* WHAT IS EXPECTED *
In your copy, reproduce the entries exactly as they are, minus the images.

* RECORDS TO USE *
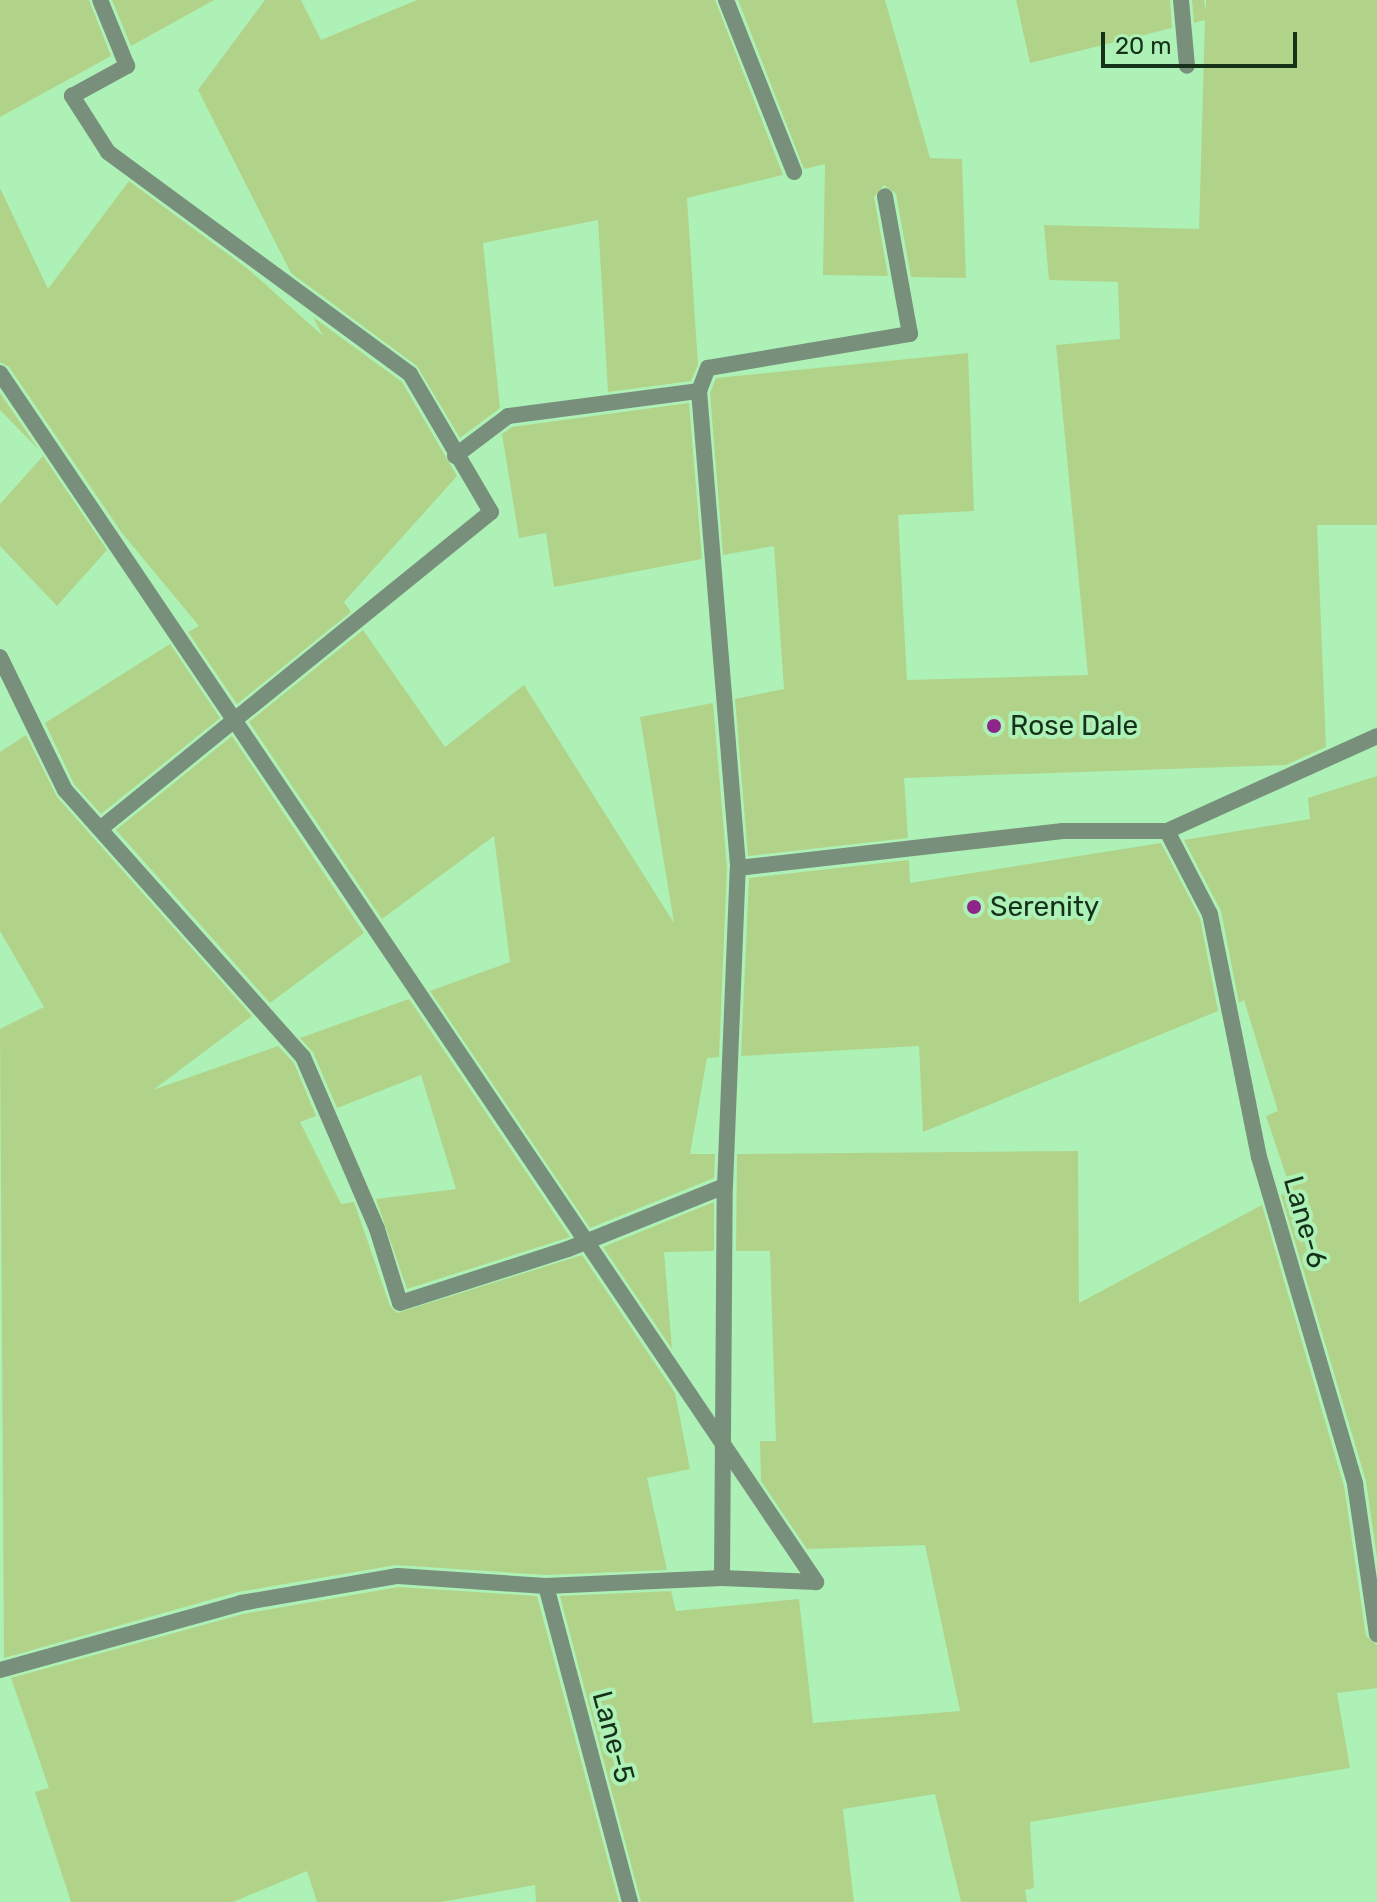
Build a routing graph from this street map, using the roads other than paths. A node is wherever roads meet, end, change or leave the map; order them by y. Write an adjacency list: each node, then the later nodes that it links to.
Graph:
1 (100, 0): 9 (street)
2 (726, 0): 5 (street)
3 (1181, 0): 4 (street)
4 (1187, 66)
5 (794, 172)
6 (885, 196): 8 (street)
7 (0, 373): 17 (street)
8 (699, 391): 9 (street); 15 (street)
9 (455, 456): 13 (street)
10 (0, 657): 13 (street)
11 (1375, 737): 12 (street); 14 (street)
12 (1377, 755)
13 (100, 829): 16 (street)
14 (1167, 831): 15 (street); 19 (street, Lane-6)
15 (738, 868): 16 (street)
16 (725, 1186): 17 (street)
17 (722, 1578): 18 (street)
18 (546, 1586): 20 (street); 21 (street, Lane-5)
19 (1377, 1634)
20 (0, 1670)
21 (630, 1902)

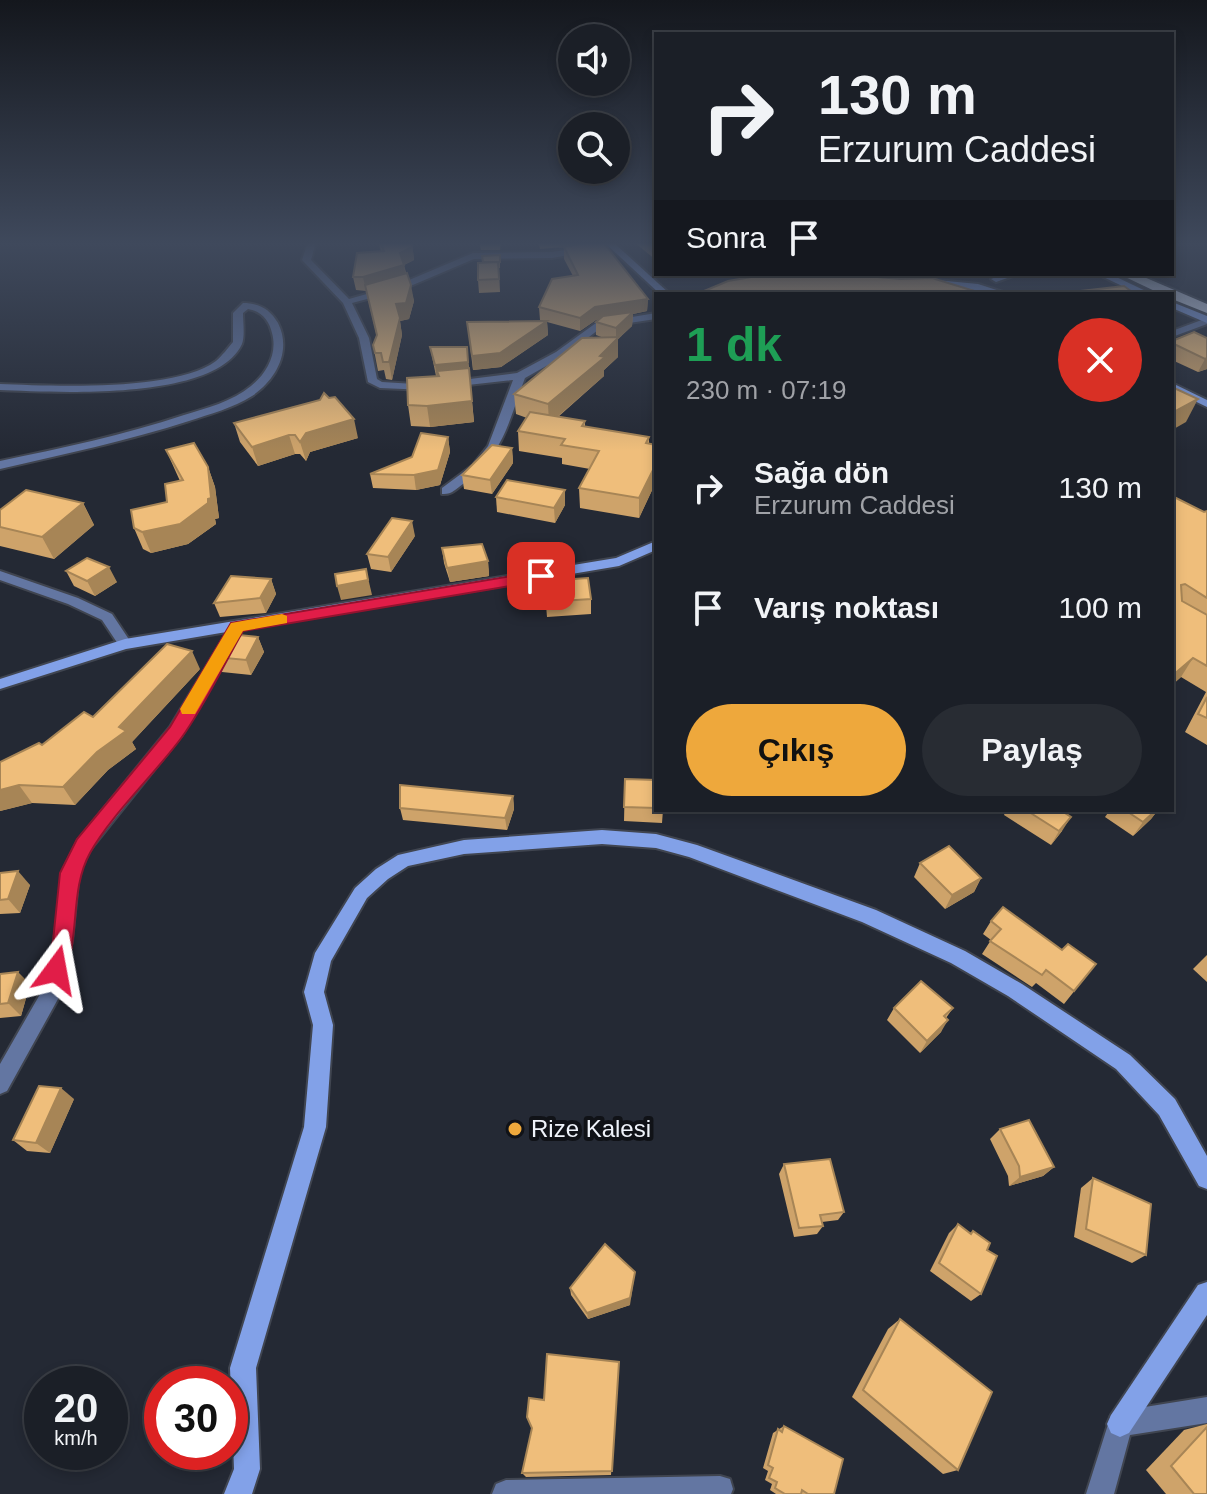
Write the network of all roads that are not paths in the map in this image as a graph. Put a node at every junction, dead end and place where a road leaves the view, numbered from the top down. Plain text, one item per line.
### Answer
1 (239, 312) edge
2 (263, 312) edge
3 (352, 312) edge
4 (1187, 312) edge
5 (654, 316) edge
6 (1207, 321) edge
7 (1174, 333) edge
8 (520, 376) junction
9 (0, 387) edge
10 (1174, 387) edge
11 (1207, 404) edge
12 (0, 465) edge
13 (446, 491) dead end
14 (654, 546) edge
15 (0, 575) edge
16 (237, 627) junction
17 (125, 644) junction
18 (0, 684) edge
19 (0, 1084) edge
20 (1207, 1178) edge
21 (1207, 1294) edge
22 (1207, 1410) edge
23 (1120, 1424) junction
24 (720, 1489) dead end
25 (238, 1494) edge
26 (506, 1494) edge
27 (1100, 1494) edge

1 - 9 street
2 - 12 street
3 - 8 street
4 - 6 street
5 - 8 street
6 - 7 street
8 - 13 street
10 - 11 street
14 - 16 street
15 - 17 street
16 - 17 street
16 - 19 street
17 - 18 street
20 - 25 street
21 - 23 street
22 - 23 street
23 - 27 street
24 - 26 street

* ANSWER SPACE *
Build a routing graph from this street map, using the roads other than paths. A node is wherever roads meet, end, change or leave the map; order them by y. Write an adjacency list: each node, then the later nodes that it links to.
Graph:
1 (100, 0): 9 (street)
2 (726, 0): 5 (street)
3 (1181, 0): 4 (street)
4 (1187, 66)
5 (794, 172)
6 (885, 196): 8 (street)
7 (0, 373): 17 (street)
8 (699, 391): 9 (street); 15 (street)
9 (455, 456): 13 (street)
10 (0, 657): 13 (street)
11 (1375, 737): 12 (street); 14 (street)
12 (1377, 755)
13 (100, 829): 16 (street)
14 (1167, 831): 15 (street); 19 (street, Lane-6)
15 (738, 868): 16 (street)
16 (725, 1186): 17 (street)
17 (722, 1578): 18 (street)
18 (546, 1586): 20 (street); 21 (street, Lane-5)
19 (1377, 1634)
20 (0, 1670)
21 (630, 1902)

Write the network of all roads that are not paths in the map in this image as a graph. Put a node at every junction, dead end and place where a road leaves the view, numbered from the top down. Plain text, one item per line.
### Answer
1 (239, 312) edge
2 (263, 312) edge
3 (352, 312) edge
4 (1187, 312) edge
5 (654, 316) edge
6 (1207, 321) edge
7 (1174, 333) edge
8 (520, 376) junction
9 (0, 387) edge
10 (1174, 387) edge
11 (1207, 404) edge
12 (0, 465) edge
13 (446, 491) dead end
14 (654, 546) edge
15 (0, 575) edge
16 (237, 627) junction
17 (125, 644) junction
18 (0, 684) edge
19 (0, 1084) edge
20 (1207, 1178) edge
21 (1207, 1294) edge
22 (1207, 1410) edge
23 (1120, 1424) junction
24 (720, 1489) dead end
25 (238, 1494) edge
26 (506, 1494) edge
27 (1100, 1494) edge

1 - 9 street
2 - 12 street
3 - 8 street
4 - 6 street
5 - 8 street
6 - 7 street
8 - 13 street
10 - 11 street
14 - 16 street
15 - 17 street
16 - 17 street
16 - 19 street
17 - 18 street
20 - 25 street
21 - 23 street
22 - 23 street
23 - 27 street
24 - 26 street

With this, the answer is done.